If a line in the listing below has the string "bottom", copy it out.
[Task material]
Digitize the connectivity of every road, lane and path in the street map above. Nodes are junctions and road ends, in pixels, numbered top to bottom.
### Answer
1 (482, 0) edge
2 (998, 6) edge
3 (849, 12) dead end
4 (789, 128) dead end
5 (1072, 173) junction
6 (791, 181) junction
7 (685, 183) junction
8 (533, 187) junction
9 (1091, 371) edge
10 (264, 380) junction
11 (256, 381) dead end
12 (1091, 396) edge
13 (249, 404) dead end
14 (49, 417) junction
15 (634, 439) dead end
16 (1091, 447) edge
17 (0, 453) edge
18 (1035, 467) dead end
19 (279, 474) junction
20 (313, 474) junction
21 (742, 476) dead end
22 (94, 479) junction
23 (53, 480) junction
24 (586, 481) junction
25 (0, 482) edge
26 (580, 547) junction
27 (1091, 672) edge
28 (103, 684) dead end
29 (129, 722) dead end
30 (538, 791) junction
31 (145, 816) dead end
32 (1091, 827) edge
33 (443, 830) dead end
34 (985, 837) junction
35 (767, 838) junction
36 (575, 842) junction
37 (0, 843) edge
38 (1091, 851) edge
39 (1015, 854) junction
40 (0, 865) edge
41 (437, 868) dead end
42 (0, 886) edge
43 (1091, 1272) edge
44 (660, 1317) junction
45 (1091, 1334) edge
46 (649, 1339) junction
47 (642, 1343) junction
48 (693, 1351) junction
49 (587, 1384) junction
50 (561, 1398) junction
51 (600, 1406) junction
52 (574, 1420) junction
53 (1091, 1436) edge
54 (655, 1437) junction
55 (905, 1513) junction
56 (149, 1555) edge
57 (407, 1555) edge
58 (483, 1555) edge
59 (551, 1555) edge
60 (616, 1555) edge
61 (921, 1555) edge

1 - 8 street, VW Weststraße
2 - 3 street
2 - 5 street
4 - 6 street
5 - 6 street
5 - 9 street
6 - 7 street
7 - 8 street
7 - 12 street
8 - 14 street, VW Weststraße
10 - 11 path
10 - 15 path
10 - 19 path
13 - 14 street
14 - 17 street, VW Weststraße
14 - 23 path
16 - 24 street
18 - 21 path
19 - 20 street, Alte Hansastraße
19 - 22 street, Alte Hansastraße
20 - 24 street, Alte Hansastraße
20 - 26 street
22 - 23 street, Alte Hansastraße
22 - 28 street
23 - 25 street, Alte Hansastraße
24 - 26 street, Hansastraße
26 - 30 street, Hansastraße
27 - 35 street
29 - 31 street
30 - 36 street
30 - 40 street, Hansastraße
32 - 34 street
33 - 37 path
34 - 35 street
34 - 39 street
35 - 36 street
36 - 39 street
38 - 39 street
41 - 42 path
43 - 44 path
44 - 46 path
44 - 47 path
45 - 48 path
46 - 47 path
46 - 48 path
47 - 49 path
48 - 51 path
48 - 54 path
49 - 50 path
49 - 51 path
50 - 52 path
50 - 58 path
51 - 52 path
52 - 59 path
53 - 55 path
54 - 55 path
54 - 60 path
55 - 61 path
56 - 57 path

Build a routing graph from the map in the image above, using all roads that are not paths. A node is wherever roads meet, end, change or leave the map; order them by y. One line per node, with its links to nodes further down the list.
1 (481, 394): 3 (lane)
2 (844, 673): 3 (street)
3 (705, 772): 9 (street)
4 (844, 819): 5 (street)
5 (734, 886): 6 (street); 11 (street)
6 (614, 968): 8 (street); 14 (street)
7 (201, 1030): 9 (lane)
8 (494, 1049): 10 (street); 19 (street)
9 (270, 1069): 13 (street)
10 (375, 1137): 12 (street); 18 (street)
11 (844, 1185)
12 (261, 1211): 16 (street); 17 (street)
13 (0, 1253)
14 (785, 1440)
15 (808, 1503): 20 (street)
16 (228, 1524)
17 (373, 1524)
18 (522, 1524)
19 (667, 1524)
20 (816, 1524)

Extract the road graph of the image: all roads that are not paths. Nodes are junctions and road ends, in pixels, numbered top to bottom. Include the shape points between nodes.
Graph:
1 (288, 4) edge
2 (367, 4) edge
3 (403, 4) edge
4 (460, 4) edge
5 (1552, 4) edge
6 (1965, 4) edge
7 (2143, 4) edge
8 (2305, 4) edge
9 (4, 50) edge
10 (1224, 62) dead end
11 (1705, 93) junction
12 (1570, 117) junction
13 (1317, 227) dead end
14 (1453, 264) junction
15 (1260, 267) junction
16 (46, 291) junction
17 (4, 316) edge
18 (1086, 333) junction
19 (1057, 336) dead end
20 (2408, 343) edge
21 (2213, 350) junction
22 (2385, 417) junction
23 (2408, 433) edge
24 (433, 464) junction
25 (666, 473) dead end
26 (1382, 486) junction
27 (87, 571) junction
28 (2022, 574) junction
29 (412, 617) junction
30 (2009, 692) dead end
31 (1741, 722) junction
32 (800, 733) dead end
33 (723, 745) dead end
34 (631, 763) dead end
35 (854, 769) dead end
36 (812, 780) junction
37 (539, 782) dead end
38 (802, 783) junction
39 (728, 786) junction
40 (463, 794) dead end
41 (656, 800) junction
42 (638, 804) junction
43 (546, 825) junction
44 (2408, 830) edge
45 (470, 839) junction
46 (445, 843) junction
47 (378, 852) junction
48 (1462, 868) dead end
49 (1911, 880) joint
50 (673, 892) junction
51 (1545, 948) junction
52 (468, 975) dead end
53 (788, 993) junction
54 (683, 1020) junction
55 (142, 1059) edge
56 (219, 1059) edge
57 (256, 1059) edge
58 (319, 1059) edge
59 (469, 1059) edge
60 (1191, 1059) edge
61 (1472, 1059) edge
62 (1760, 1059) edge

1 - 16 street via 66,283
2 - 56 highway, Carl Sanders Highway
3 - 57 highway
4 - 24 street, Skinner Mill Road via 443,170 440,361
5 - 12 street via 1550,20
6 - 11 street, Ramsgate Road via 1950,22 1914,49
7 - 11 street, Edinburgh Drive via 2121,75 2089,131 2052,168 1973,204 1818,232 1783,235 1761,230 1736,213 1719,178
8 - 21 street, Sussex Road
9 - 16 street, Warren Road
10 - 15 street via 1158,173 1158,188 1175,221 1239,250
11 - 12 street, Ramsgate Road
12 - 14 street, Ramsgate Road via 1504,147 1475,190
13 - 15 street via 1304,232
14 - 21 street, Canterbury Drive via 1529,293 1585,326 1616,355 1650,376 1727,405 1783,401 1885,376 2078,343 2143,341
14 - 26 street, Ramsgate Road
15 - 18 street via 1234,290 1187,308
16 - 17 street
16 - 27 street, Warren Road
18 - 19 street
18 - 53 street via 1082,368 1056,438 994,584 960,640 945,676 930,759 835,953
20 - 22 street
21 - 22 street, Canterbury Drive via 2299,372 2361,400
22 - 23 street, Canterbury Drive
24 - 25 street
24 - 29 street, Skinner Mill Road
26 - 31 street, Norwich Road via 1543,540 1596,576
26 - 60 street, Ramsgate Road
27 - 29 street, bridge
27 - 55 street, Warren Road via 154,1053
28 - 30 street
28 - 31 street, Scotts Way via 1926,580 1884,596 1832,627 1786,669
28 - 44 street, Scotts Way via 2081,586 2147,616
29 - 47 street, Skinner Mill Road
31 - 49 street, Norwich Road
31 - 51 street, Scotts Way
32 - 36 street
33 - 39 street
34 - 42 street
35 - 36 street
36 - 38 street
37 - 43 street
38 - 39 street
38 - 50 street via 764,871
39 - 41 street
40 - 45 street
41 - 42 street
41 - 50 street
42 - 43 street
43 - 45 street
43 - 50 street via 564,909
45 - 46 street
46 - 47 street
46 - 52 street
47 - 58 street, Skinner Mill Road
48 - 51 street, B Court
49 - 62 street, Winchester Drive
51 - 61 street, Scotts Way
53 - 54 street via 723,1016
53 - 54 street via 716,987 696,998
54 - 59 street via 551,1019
[/Task material]
=== Problem solution ===
Digitize the connectivity of every road, lane and path in the street map above. Nodes are junctions and road ends, in pixels, numbered top to bottom.
Extract the road graph of the image: all roads that are not paths. Nodes are junctions and road ends, in pixels, numbered top to bottom. Include the shape points between nodes.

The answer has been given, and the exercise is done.